Blaring loudspeakers put Koreas on alert
Analyst: North fears South broadcasts hurt troop morale.
SEOUL, SOUTH KOREA — After years of calm — or relative calm, at least — on the heavily militarized border between North and South Korea, both sides were back on alert Friday. The unlikely cause: loudspeakers.
North Korea said Friday morning that its leader, Kim Jong Un, had ordered military units to be ready to attack loudspeakers near the border that the South has used in recent days to blare propaganda messages.
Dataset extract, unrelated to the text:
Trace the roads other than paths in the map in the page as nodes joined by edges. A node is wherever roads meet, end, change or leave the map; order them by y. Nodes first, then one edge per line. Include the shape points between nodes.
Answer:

Kim gave the South until 5 p.m. today to stop the broadcasts.
Threats from Pyongyang are hardly uncommon, but this one came the day after the North directed artillery fire and what may have been a rocket across the border, according to South Korea, provoking a response from the South. It was the Koreas’ first exchange of fire on such a scale in five years.
On Friday, President Park Geun-hye of South Korea, wearing a camouflage uniform, visited the Third Army Corps south of Seoul and ordered the military to “respond decisively” to any provocations from the North. Her government said it had no intention of stopping the broadcasts, which North Korea said had defiled the “dignity of its supreme leadership” by carrying anti-Kim propaganda.
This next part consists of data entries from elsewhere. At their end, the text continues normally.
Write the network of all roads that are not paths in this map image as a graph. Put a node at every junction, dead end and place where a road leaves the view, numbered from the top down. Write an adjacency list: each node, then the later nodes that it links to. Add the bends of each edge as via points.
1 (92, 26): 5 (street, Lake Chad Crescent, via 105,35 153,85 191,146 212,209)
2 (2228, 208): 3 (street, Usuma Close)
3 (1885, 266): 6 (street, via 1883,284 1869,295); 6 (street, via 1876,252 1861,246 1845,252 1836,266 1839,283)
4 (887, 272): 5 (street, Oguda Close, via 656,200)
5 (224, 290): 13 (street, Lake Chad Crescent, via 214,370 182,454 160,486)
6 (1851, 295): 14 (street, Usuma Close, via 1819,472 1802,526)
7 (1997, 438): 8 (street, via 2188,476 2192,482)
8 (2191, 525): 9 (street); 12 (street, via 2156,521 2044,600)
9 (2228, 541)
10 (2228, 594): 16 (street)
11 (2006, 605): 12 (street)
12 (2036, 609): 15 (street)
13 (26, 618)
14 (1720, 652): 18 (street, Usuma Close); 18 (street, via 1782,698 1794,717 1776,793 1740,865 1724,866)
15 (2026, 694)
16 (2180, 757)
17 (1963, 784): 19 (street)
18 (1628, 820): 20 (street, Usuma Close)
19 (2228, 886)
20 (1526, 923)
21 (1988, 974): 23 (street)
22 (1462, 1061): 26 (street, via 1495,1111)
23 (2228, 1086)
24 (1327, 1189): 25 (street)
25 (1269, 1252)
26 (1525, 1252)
“North Korea is not enti- tled to talk about dignity,” Vice Defense Minister Baek Seung-joo said Friday at a hearing in parliament.
He cited recent North Korean television broadcasts in which Park was called a prostitute and sol- diers were shown shooting at her image with rifles.
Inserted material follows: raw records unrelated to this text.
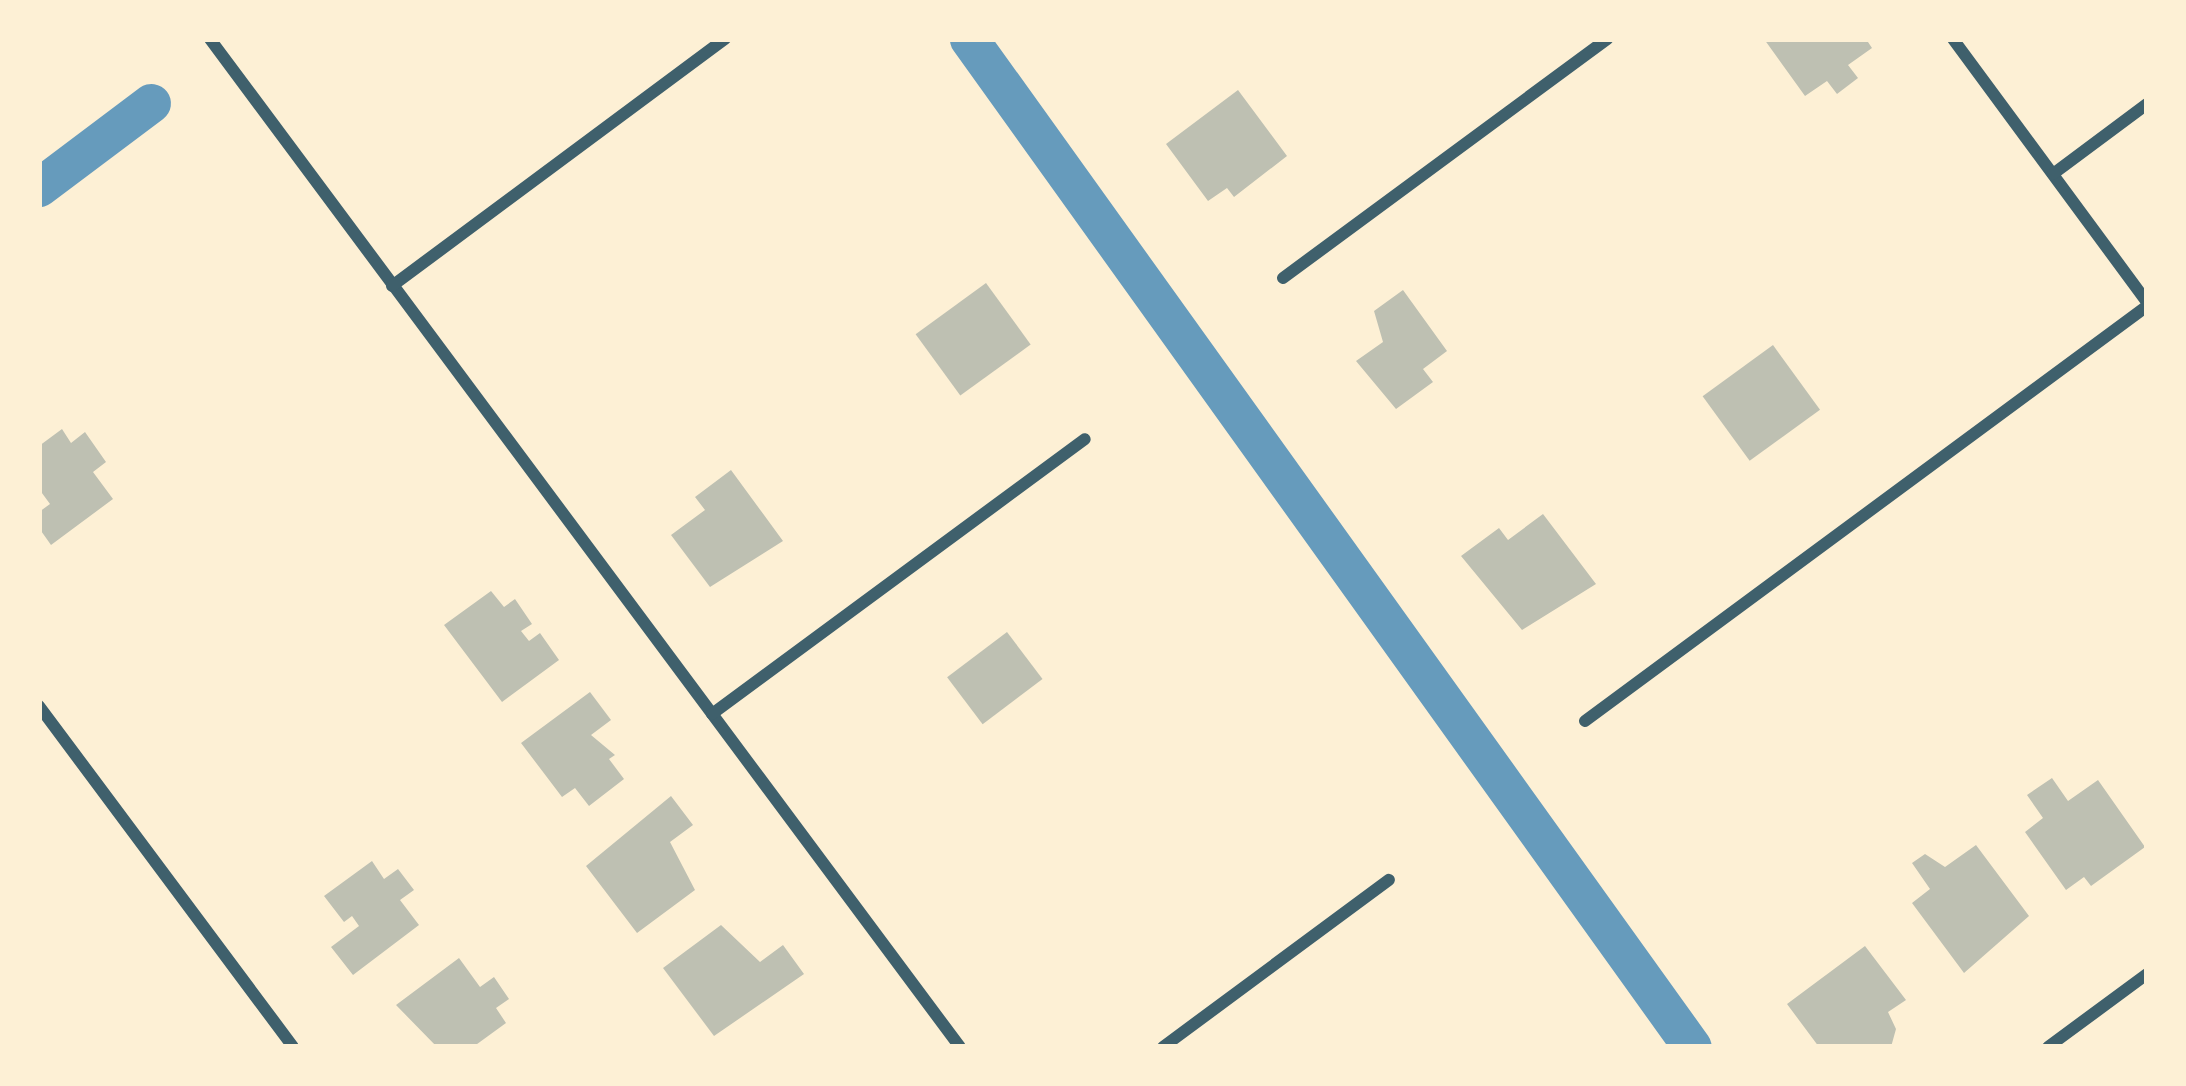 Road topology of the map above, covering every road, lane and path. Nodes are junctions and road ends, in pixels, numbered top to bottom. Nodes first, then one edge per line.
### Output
1 (210, 39) edge
2 (725, 39) edge
3 (1606, 39) edge
4 (1953, 39) edge
5 (2147, 104) edge
6 (2053, 174) junction
7 (1283, 278) dead end
8 (392, 286) junction
9 (2147, 304) edge
10 (1084, 439) dead end
11 (39, 706) edge
12 (712, 714) junction
13 (1585, 721) dead end
14 (1389, 880) dead end
15 (2147, 974) edge
16 (293, 1047) edge
17 (960, 1047) edge
18 (1163, 1047) edge
19 (2048, 1047) edge

1 - 8 street
2 - 8 street
3 - 7 street
4 - 6 street
5 - 6 street
6 - 9 street
8 - 12 street
9 - 13 street
10 - 12 street
11 - 16 street
12 - 17 street
14 - 18 street
15 - 19 street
A South Korean analyst who studies the North said Friday that Pyongyang’s threats regarding the loudspeakers reflected high-level anxiety that the broadcasts could hurt the morale of troops near the border.
“The North is desperate to stop loudspeaker broadcasts because they can undermine the morale of front-line North Korean troops and its military’s psychological preparedness,” said Cheong Seongchang, a senior analyst at the Sejong Institute in Seoul.
“Given the North’s sense of crisis and anxiety over the loudspeakers, it is highly possible for the North to attempt a military provocation if the broadcasts continue,” Cheong said.
South Korean officials said Friday that the North had not targeted any of its loudspeaker batteries Thursday, but they said it was clear that the live fire had been intended as a warning to stop using them.
The loudspeakers, which are usually at the top of hills, bombard North Korean soldiers in the so-called Demilitarized Zone (as well as villages nearby) with a steady stream of broadcasts, ranging from South Korean pop music to news that ordinary people in the isolated, totalitarian country would never otherwise hear — such as reports of senior officials in its government being executed for disloyalty to Kim.